Our group found some issues in the philosophy of the VHEMT group. Primarily, we were confused about the normative argument that VHEMT was making about the value of the earth without humans in it. For example, what is the possibility that another species post-human extinction becomes overpopulated to the point of worldly destruction? Would that matter? Does earth have intrinsically “good” qualities without human life? What do these “good” qualities matter if not to be appreciated by humans? Why is VHEMT adamant about complete human extinction, rather than population reduction? Though we did not get to ask all of these questions, we hoped to begin to challenge some of the logic of VHEMT’s claim to the benefits of complete human extinction. The questions, and Mr. Knight’s answers are included in the bullets below.

 

  • Armando question: Does VHEMT’s goal of total human extinction intrinsically claim that other species are of more worth than homo sapiens?

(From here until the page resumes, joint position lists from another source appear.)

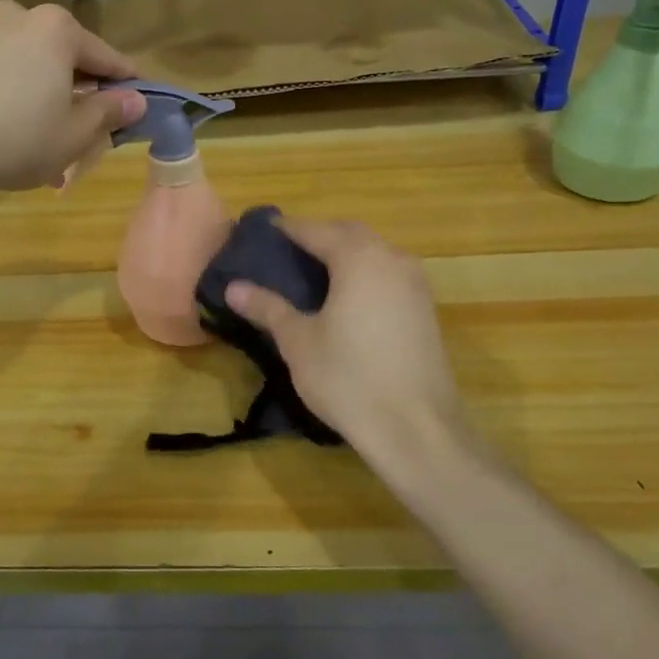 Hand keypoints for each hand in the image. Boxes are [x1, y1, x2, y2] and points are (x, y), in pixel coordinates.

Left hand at [0, 1, 147, 192]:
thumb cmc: (18, 140)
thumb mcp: (75, 133)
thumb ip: (110, 111)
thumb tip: (136, 100)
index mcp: (57, 28)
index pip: (106, 57)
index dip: (126, 82)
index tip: (140, 99)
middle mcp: (20, 15)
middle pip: (65, 55)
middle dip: (80, 88)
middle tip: (90, 124)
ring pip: (31, 61)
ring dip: (46, 91)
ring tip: (48, 132)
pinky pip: (1, 68)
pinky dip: (14, 90)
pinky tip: (13, 124)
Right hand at [227, 219, 491, 493]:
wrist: (417, 429)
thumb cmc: (349, 379)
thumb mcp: (298, 342)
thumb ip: (268, 308)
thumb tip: (233, 287)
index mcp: (359, 258)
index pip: (316, 230)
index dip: (289, 228)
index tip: (265, 229)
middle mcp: (392, 260)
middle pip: (350, 234)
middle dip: (320, 236)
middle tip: (288, 250)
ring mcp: (416, 285)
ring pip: (375, 253)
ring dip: (345, 254)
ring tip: (314, 273)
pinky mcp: (426, 311)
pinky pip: (389, 275)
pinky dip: (364, 275)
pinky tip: (347, 299)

    • Mr. Knight response: good question, and I get that fairly often. It does seem that we are putting 10’s of millions of other species ahead of humans. But, just as one of your toes on your body cannot be more important than the entirety of the body, then one species could not be more important than the entirety of the world’s species and the biosphere.

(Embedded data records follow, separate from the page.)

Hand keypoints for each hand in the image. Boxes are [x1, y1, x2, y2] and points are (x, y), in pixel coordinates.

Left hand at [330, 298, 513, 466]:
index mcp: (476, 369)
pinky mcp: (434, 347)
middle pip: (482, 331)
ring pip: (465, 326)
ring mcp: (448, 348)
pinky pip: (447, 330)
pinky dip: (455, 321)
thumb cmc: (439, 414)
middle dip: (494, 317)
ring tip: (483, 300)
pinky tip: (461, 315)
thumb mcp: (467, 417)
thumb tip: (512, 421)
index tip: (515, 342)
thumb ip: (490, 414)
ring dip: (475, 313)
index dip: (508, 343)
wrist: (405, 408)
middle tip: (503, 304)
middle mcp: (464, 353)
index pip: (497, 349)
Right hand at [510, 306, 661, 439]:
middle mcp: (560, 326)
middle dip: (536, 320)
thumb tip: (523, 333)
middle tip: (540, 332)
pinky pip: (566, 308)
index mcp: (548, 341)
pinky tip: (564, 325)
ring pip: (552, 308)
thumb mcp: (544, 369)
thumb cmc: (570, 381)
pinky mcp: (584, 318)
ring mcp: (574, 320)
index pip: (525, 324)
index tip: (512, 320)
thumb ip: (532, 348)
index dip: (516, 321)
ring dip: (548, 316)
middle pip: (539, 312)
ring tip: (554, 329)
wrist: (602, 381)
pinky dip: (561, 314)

  • Oscar follow-up question: if one species (humans) could not be more important than all other species, do you believe there an inherent importance of the earth’s biosphere? Is earth “important” without human subjectivity?

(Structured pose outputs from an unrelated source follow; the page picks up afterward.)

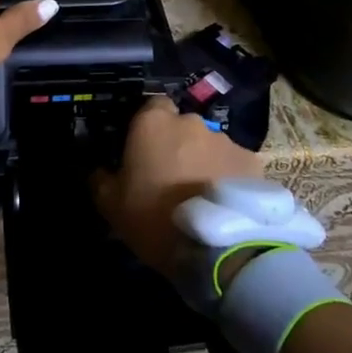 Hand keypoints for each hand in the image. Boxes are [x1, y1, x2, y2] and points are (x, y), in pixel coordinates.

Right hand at [92, 94, 264, 271]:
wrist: (218, 247)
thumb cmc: (154, 218)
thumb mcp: (111, 204)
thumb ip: (100, 178)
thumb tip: (98, 170)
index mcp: (153, 123)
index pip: (151, 105)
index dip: (148, 126)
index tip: (144, 149)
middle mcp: (191, 122)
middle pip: (182, 126)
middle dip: (178, 145)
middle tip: (172, 176)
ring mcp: (226, 140)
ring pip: (210, 145)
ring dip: (204, 160)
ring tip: (203, 194)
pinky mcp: (253, 162)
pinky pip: (234, 164)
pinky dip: (230, 177)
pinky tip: (227, 203)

    • Mr. Knight response: There’s is a movement called “efil-ism” (life spelled backwards) which promotes a philosophy that all life should not exist because of the inherent suffering in life. I don’t think that we have any intrinsic value in our lives: we have to give our lives meaning through our own subjectivity. Ultimately, though, I believe the world is not ours to determine the fate of.
      • Armando response: then who is responsible for determining the fate of the world?
        • Mr. Knight: I think that’s kind of a human consideration. The world has a right to exist outside of human determinism.

 

Upon reflection on his answers, our group wonders if the VHEMT isn’t also a human attempt to alter the course of the world’s history. Doesn’t the observation of humans as destructive to the world simply re-affirm the idea that the only “good” in the world is based on human subjectivity? If so, is this not a contradictory philosophy? If we had the time to ask further questions, our group might ask Mr. Knight what he thinks the inherent value of the world is, devoid of human subjectivity. After all, one might idealize the image of a world untouched by modernization and human alteration, but doesn’t this ideal itself reflect a human desire to construct one’s own environment?